(TASK ITEM) Nothing more is wanted than an exact repeat of the data below.

*** Begin section ***

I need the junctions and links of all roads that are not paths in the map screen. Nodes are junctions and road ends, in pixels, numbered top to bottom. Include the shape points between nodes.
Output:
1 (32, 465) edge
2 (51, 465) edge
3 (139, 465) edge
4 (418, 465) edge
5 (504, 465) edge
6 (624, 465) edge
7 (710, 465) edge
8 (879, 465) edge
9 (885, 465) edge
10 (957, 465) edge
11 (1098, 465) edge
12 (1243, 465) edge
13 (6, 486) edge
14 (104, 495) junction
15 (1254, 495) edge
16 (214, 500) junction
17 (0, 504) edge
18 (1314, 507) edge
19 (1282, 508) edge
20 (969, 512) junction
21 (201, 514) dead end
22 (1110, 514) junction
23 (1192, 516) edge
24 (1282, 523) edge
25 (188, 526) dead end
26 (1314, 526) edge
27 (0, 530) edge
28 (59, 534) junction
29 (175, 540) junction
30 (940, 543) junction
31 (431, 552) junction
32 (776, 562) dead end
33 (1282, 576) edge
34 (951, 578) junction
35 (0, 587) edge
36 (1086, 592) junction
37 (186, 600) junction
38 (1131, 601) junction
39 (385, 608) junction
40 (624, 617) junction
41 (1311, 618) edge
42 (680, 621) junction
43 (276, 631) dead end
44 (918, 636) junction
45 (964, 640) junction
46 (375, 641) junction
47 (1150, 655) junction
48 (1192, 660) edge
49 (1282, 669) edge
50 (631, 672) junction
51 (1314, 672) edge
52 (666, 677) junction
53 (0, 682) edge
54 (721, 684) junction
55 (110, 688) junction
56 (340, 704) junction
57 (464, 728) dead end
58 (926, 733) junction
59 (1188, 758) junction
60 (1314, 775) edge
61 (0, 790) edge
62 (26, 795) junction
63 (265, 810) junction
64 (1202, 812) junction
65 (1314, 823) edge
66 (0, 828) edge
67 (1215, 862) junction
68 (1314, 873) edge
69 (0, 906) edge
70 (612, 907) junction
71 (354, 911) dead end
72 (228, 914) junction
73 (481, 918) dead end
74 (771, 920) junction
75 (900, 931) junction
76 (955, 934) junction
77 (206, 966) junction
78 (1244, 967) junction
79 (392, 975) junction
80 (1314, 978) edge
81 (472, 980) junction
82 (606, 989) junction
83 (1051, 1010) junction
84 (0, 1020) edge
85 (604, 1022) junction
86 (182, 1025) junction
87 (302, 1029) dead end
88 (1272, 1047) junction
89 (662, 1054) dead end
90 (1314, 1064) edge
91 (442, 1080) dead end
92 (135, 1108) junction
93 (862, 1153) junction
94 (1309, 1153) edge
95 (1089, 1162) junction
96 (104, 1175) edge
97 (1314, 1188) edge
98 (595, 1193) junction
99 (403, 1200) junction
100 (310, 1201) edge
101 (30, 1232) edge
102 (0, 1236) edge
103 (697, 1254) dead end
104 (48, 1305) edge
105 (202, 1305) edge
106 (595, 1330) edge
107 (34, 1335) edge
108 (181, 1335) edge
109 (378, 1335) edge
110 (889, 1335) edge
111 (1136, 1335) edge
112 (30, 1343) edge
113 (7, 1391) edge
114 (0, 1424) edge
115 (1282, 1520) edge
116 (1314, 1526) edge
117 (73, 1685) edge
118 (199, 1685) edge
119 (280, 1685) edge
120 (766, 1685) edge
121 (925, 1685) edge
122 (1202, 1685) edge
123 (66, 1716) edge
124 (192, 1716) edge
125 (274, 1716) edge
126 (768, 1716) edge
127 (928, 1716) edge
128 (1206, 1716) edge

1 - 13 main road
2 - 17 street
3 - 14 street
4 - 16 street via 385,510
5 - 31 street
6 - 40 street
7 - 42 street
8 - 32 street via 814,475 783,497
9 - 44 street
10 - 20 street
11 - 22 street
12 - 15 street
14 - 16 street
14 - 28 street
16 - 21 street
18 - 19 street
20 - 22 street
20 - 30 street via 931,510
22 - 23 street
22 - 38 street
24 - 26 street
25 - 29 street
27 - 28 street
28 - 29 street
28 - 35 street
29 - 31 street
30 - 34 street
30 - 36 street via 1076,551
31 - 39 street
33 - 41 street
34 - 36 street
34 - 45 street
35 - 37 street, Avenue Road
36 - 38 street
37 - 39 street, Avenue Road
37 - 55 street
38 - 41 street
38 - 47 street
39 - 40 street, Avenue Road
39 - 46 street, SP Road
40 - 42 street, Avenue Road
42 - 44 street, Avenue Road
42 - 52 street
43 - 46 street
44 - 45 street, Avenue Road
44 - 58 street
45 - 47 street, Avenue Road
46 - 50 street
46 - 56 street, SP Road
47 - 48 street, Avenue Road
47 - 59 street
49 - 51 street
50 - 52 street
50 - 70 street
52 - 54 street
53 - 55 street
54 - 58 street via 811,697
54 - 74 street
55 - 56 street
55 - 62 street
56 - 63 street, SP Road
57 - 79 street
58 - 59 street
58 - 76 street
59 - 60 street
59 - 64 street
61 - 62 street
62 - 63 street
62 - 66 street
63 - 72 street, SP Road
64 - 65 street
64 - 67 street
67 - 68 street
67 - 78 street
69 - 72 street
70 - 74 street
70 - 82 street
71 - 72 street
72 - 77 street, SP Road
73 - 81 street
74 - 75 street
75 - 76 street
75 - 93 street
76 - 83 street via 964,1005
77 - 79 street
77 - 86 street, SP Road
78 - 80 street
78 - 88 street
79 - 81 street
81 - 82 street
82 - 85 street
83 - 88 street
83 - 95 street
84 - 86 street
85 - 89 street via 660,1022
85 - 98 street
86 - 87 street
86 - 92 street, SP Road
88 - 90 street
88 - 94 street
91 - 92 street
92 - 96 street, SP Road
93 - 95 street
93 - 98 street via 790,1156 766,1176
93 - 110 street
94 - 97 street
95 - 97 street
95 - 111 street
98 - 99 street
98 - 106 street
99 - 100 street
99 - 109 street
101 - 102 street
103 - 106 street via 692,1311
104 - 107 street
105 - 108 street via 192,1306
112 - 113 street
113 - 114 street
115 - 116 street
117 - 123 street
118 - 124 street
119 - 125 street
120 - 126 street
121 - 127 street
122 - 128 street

*** End section ***

(OUTPUT OF THE EXERCISE)
I need the junctions and links of all roads that are not paths in the map screen. Nodes are junctions and road ends, in pixels, numbered top to bottom. Include the shape points between nodes.
Output:
1 (32, 465) edge
2 (51, 465) edge
3 (139, 465) edge
4 (418, 465) edge
5 (504, 465) edge
6 (624, 465) edge
7 (710, 465) edge
8 (879, 465) edge
9 (885, 465) edge
10 (957, 465) edge
11 (1098, 465) edge
12 (1243, 465) edge
13 (6, 486) edge
14 (104, 495) junction
15 (1254, 495) edge
16 (214, 500) junction
17 (0, 504) edge
18 (1314, 507) edge
19 (1282, 508) edge
20 (969, 512) junction
21 (201, 514) dead end
22 (1110, 514) junction
23 (1192, 516) edge
24 (1282, 523) edge
25 (188, 526) dead end
26 (1314, 526) edge
27 (0, 530) edge
28 (59, 534) junction
29 (175, 540) junction
30 (940, 543) junction
31 (431, 552) junction
32 (776, 562) dead end
33 (1282, 576) edge
34 (951, 578) junction
35 (0, 587) edge
36 (1086, 592) junction
37 (186, 600) junction
38 (1131, 601) junction
39 (385, 608) junction
40 (624, 617) junction
41 (1311, 618) edge
42 (680, 621) junction
43 (276, 631) dead end
44 (918, 636) junction
45 (964, 640) junction
46 (375, 641) junction
47 (1150, 655) junction
48 (1192, 660) edge
49 (1282, 669) edge
50 (631, 672) junction
51 (1314, 672) edge
52 (666, 677) junction
53 (0, 682) edge
54 (721, 684) junction
55 (110, 688) junction
56 (340, 704) junction
57 (464, 728) dead end
58 (926, 733) junction
59 (1188, 758) junction
60 (1314, 775) edge
61 (0, 790) edge
62 (26, 795) junction
63 (265, 810) junction
64 (1202, 812) junction
65 (1314, 823) edge
66 (0, 828) edge
67 (1215, 862) junction
68 (1314, 873) edge
69 (0, 906) edge
70 (612, 907) junction
71 (354, 911) dead end
72 (228, 914) junction
73 (481, 918) dead end
74 (771, 920) junction
75 (900, 931) junction
76 (955, 934) junction
77 (206, 966) junction
78 (1244, 967) junction
79 (392, 975) junction
80 (1314, 978) edge
81 (472, 980) junction
82 (606, 989) junction
83 (1051, 1010) junction
84 (0, 1020) edge
85 (604, 1022) junction
86 (182, 1025) junction
87 (302, 1029) dead end
88 (1272, 1047) junction
89 (662, 1054) dead end
90 (1314, 1064) edge
91 (442, 1080) dead end
92 (135, 1108) junction
93 (862, 1153) junction
94 (1309, 1153) edge
95 (1089, 1162) junction
96 (104, 1175) edge
97 (1314, 1188) edge
98 (595, 1193) junction
99 (403, 1200) junction
100 (310, 1201) edge
101 (30, 1232) edge
102 (0, 1236) edge
103 (697, 1254) dead end
104 (48, 1305) edge
105 (202, 1305) edge
106 (595, 1330) edge
107 (34, 1335) edge
108 (181, 1335) edge
109 (378, 1335) edge
110 (889, 1335) edge
111 (1136, 1335) edge
112 (30, 1343) edge
113 (7, 1391) edge
114 (0, 1424) edge
115 (1282, 1520) edge
116 (1314, 1526) edge
117 (73, 1685) edge
118 (199, 1685) edge
119 (280, 1685) edge
120 (766, 1685) edge
121 (925, 1685) edge
122 (1202, 1685) edge
123 (66, 1716) edge
124 (192, 1716) edge
125 (274, 1716) edge
126 (768, 1716) edge
127 (928, 1716) edge
128 (1206, 1716) edge

1 - 13 main road
2 - 17 street
3 - 14 street
4 - 16 street via 385,510
5 - 31 street
6 - 40 street
7 - 42 street
8 - 32 street via 814,475 783,497
9 - 44 street
10 - 20 street
11 - 22 street
12 - 15 street
14 - 16 street
14 - 28 street
16 - 21 street
18 - 19 street
20 - 22 street
20 - 30 street via 931,510
22 - 23 street
22 - 38 street
24 - 26 street
25 - 29 street
27 - 28 street
28 - 29 street
28 - 35 street
29 - 31 street
30 - 34 street
30 - 36 street via 1076,551
31 - 39 street
33 - 41 street
34 - 36 street
34 - 45 street
35 - 37 street, Avenue Road
36 - 38 street
37 - 39 street, Avenue Road
37 - 55 street
38 - 41 street
38 - 47 street
39 - 40 street, Avenue Road
39 - 46 street, SP Road
40 - 42 street, Avenue Road
42 - 44 street, Avenue Road
42 - 52 street
43 - 46 street
44 - 45 street, Avenue Road
44 - 58 street
45 - 47 street, Avenue Road
46 - 50 street
46 - 56 street, SP Road
47 - 48 street, Avenue Road
47 - 59 street
49 - 51 street
50 - 52 street
50 - 70 street
52 - 54 street
53 - 55 street
54 - 58 street via 811,697
54 - 74 street
55 - 56 street
55 - 62 street
56 - 63 street, SP Road
57 - 79 street
58 - 59 street
58 - 76 street
59 - 60 street
59 - 64 street
61 - 62 street
62 - 63 street
62 - 66 street
63 - 72 street, SP Road
64 - 65 street
64 - 67 street
67 - 68 street
67 - 78 street
69 - 72 street
70 - 74 street
70 - 82 street
71 - 72 street
72 - 77 street, SP Road
73 - 81 street
74 - 75 street
75 - 76 street
75 - 93 street
76 - 83 street via 964,1005
77 - 79 street
77 - 86 street, SP Road
78 - 80 street
78 - 88 street
79 - 81 street
81 - 82 street
82 - 85 street
83 - 88 street
83 - 95 street
84 - 86 street
85 - 89 street via 660,1022
85 - 98 street
86 - 87 street
86 - 92 street, SP Road
88 - 90 street
88 - 94 street
91 - 92 street
92 - 96 street, SP Road
93 - 95 street
93 - 98 street via 790,1156 766,1176
93 - 110 street
94 - 97 street
95 - 97 street
95 - 111 street
98 - 99 street
98 - 106 street
99 - 100 street
99 - 109 street
101 - 102 street
103 - 106 street via 692,1311
104 - 107 street
105 - 108 street via 192,1306
112 - 113 street
113 - 114 street
115 - 116 street
117 - 123 street
118 - 124 street
119 - 125 street
120 - 126 street
121 - 127 street
122 - 128 street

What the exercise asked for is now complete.